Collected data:
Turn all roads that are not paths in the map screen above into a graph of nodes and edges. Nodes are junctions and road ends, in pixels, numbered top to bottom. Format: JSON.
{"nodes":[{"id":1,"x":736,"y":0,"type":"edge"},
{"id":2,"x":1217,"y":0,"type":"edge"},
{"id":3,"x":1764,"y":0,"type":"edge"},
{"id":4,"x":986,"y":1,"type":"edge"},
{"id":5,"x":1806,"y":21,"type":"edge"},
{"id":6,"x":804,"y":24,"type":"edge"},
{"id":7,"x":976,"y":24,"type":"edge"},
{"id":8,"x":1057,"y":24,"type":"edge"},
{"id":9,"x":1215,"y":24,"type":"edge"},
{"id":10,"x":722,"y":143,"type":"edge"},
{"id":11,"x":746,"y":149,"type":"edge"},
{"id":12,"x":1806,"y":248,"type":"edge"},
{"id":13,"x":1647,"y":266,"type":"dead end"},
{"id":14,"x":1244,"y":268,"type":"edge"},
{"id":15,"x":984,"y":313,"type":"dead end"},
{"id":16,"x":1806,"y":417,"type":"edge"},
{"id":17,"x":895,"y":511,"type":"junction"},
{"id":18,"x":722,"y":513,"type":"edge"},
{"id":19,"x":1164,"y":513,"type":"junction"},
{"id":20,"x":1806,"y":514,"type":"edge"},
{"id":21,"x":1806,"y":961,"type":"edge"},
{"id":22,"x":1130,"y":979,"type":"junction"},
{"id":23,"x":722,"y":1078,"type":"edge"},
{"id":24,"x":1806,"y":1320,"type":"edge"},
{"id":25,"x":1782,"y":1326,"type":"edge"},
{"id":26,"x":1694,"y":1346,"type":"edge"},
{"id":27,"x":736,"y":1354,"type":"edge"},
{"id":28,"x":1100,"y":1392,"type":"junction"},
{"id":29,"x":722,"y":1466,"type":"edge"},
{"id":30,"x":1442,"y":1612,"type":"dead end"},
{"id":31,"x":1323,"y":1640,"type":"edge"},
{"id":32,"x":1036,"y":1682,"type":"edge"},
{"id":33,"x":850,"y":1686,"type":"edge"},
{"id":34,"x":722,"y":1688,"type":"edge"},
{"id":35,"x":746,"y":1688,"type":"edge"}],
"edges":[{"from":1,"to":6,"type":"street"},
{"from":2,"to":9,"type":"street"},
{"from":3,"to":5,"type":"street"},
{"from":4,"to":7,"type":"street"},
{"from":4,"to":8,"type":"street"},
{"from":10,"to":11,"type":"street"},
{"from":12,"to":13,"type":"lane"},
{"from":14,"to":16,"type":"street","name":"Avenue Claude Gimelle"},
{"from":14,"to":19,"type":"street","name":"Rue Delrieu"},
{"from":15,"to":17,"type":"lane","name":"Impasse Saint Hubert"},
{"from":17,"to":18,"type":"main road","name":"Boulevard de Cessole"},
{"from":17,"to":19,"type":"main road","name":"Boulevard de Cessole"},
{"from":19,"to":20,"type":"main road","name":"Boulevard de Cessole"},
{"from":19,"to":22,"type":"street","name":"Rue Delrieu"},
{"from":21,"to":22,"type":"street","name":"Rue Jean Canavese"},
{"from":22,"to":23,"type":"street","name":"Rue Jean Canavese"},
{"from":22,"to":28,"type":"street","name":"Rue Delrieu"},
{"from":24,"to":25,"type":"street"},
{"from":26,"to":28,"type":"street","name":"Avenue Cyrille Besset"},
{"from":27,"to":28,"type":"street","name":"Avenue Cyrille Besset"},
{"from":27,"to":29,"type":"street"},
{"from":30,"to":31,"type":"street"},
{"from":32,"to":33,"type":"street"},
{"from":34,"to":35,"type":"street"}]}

Required action
Filter the entries down to the lines holding the string "Cessole". Copy each of those lines.

Written answer
{"from":17,"to":18,"type":"main road","name":"Boulevard de Cessole"},
{"from":17,"to":19,"type":"main road","name":"Boulevard de Cessole"},
{"from":19,"to":20,"type":"main road","name":"Boulevard de Cessole"},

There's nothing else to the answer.